Hedef, Ülkemizde uzay teknolojileri alanında altyapı geliştirmek, kalkınmada araç olarak kullanmak ve uzay alanındaki başarıları milli teknolojilerle ileriye taşımak.
Sonra ne oldu? Yediği muhallebiden kase heykeli yapan kitle, tacizleri ve tecavüzleri en son teknolojiyle sessize alan kitle, buğulu cama ambulans yazan burunlarını bükerek , ağızlarını eğerek çavlamaya başladılar.
Bu ülkenin devrimlerini alkışlayanları "ezik" diyerek aşağılayan bu toz bulutlarının kaderi yağmur bulutlarını kıskanmak.
Milli olmayan muhalefet, Milli Uzay Programı açıklanınca elbette yere bakıp ıslık çalacak .. Hani aşağı bakmayacaktınız!
Şimdi anlıyor musunuz asıl göğe bakanların kimler olduğunu?
Biz göğe bakıyoruz, siz trene bakın .
Biz göğe baktığımız için ezik oluyoruz, sizin gibi insan izmaritleri ağız burun büktüğü için ilerici oluyor öyle mi?
Bu özgüvensizliğiniz neden?
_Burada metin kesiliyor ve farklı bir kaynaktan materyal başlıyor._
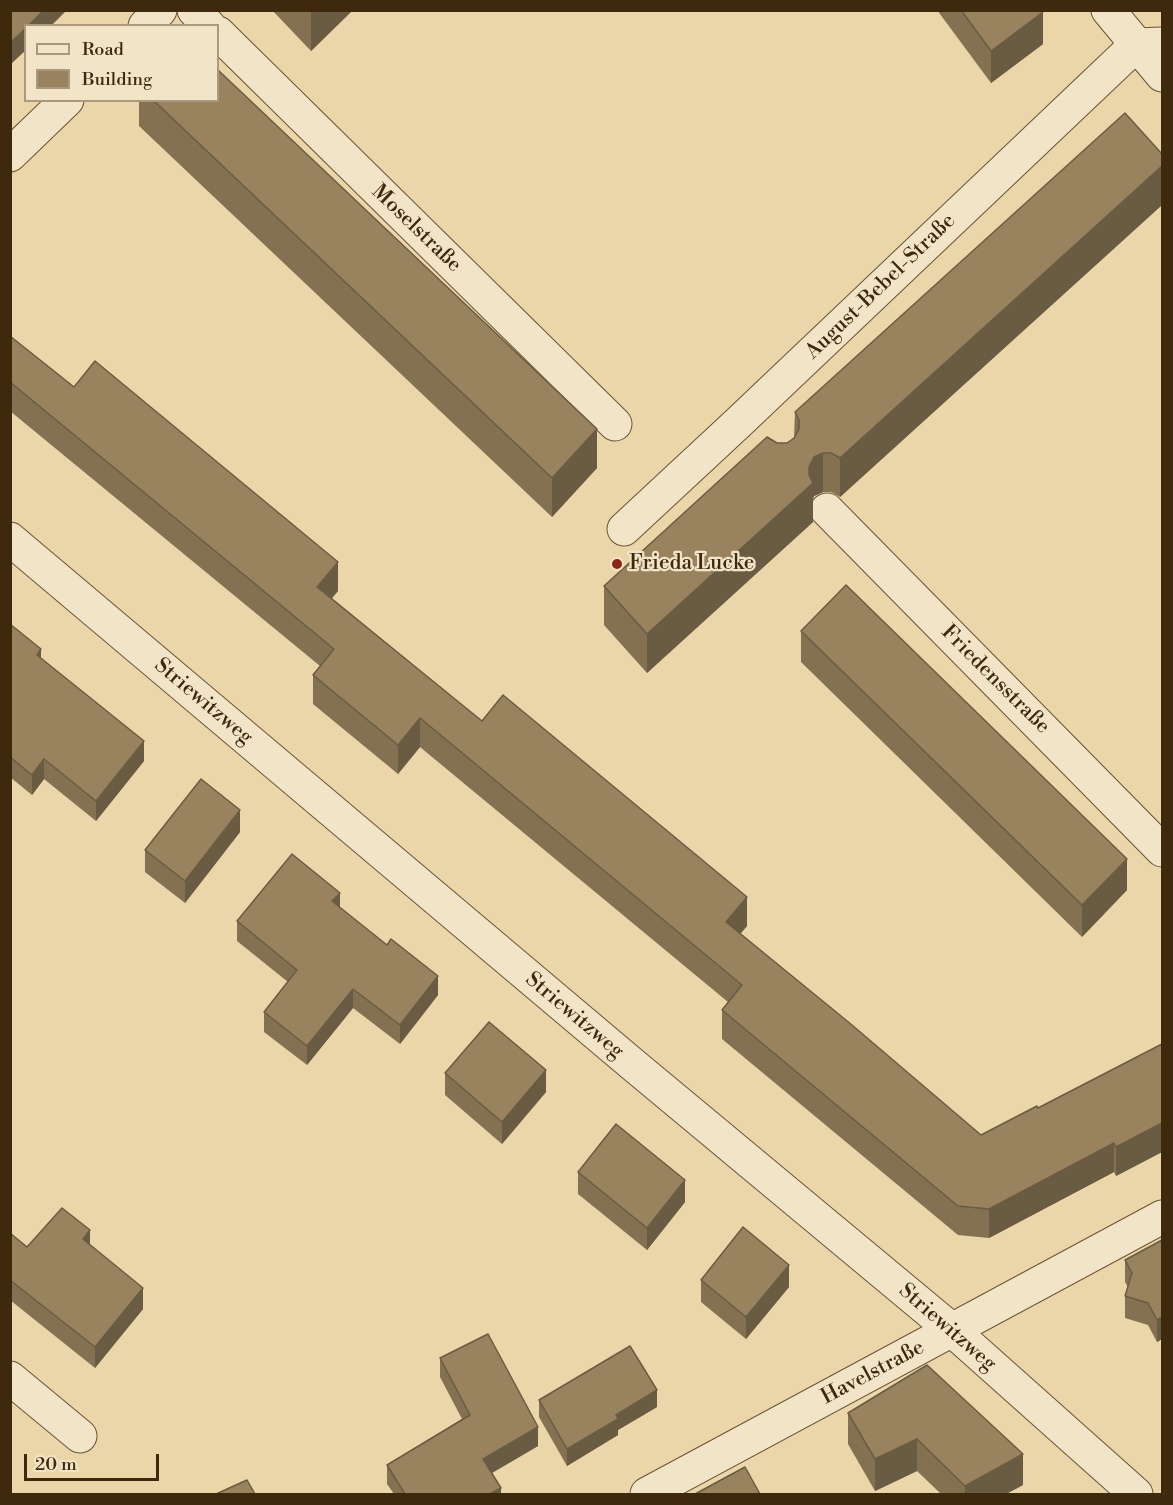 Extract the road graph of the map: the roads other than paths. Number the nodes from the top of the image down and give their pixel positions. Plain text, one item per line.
1 (160, 10) edge
2 (194, 10) edge
3 (1108, 10) edge
4 (147, 24) edge
5 (207, 24) edge
6 (219, 34) edge
7 (1149, 44) edge
8 (1162, 75) edge
9 (65, 102) edge
10 (10, 155) edge
11 (615, 424) dead end
12 (826, 510) dead end
13 (624, 529) dead end
14 (10, 539) edge
15 (1162, 850) edge
16 (1162, 1217) edge
17 (952, 1330) junction
18 (10, 1378) edge
19 (80, 1436) dead end
20 (648, 1494) edge
21 (1136, 1494) edge

1 - 4 street
2 - 5 street
3 - 7 street
6 - 11 street, Moselstraße
7 - 8 street
7 - 13 street, August-Bebel-Straße
9 - 10 street
12 - 15 street, Friedensstraße
14 - 17 street, Striewitzweg
16 - 17 street, Havelstraße
17 - 20 street, Havelstraße
17 - 21 street, Striewitzweg
18 - 19 street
Yeryüzüne hükmeden bir ecdadın ayak izlerinden adım adım ilerleyen bir medeniyet, göğe neden yürüyemesin?
Tren nerede diyerek mutfak robotu izleyen bir trenses, 320 Milyar metreküp doğal gaz nerede diye soran gaz sıkışığı, Aşı nerede diye soran Gargamel'in amcaoğlu... Göğe bakın göğe açılırsınız..
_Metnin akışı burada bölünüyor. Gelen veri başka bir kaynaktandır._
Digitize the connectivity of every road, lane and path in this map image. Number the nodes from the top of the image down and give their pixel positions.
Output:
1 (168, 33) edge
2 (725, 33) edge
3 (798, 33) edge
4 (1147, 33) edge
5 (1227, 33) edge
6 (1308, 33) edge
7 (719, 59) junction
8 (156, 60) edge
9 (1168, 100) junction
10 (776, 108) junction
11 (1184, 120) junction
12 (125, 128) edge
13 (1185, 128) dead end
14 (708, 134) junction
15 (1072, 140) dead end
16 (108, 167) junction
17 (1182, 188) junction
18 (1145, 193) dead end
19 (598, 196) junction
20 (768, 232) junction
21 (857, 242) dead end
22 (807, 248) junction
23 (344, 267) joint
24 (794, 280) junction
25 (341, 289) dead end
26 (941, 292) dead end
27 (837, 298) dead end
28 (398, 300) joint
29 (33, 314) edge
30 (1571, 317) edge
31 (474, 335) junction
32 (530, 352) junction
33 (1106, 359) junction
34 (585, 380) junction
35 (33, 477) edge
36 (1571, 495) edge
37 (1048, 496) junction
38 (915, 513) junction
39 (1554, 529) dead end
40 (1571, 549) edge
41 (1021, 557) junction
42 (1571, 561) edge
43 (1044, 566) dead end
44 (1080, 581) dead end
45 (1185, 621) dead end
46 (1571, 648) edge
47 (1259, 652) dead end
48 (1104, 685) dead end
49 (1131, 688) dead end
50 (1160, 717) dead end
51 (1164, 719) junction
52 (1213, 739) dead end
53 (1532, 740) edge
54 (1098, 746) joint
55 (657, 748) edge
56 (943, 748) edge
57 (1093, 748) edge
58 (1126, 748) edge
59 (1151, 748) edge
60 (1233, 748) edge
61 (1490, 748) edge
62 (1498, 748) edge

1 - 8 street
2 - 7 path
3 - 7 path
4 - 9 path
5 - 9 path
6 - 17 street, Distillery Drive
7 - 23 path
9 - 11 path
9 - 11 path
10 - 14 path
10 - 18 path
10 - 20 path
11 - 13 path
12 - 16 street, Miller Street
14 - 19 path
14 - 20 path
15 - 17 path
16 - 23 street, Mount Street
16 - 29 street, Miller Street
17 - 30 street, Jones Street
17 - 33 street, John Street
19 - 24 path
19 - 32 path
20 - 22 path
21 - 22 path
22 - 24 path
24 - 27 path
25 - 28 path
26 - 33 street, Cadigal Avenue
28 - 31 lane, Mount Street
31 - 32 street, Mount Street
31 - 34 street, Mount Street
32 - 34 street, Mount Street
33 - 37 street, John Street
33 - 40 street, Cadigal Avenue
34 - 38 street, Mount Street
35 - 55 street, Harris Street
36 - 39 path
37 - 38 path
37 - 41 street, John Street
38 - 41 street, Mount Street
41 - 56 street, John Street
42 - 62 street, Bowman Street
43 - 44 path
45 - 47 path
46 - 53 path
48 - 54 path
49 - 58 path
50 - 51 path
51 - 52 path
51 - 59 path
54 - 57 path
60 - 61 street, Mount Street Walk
Ya gelin beraber sevinelim zaferlerimize
Ya da Uzay'ın gidin etmeyin gölge.
Doğru ya, siz bu tarz devrimleri uşağı olduğunuz ülkelere yakıştırırsınız. Eziklikte yüksek yapanlar, bu toprakları seven insanlara "alçak" diyor.
Bir de bunların arasında yürüyen yer minderi bir entel var. Hani kemik gözlük takınca Edison'a cep harçlığı vereceğini zanneden aksesuar pazarcısı . Şöyle diyordu "Kaç yıldır iktidarsanız hani bir yönetmeniniz yok, bir besteci, bir sanatçı..." Oldu yahu, bir de sizin gibi körlere müsamere bebesi gibi şiir okuyalım. Siz kimsiniz ki. Bakar mısınız? Doğal Gaz nerede diye soran çalı çırpı, bizden ispat istiyor!
Önce işlenmemiş beyninizin içine neden bir zeka konduramadığınızı anlatın...
Ya da ayak altında dolaşmayın, az pişmiş heykellerinizin karşısında sırıtın.
Biz, göğe bakıp gülümsemeyi seviyoruz.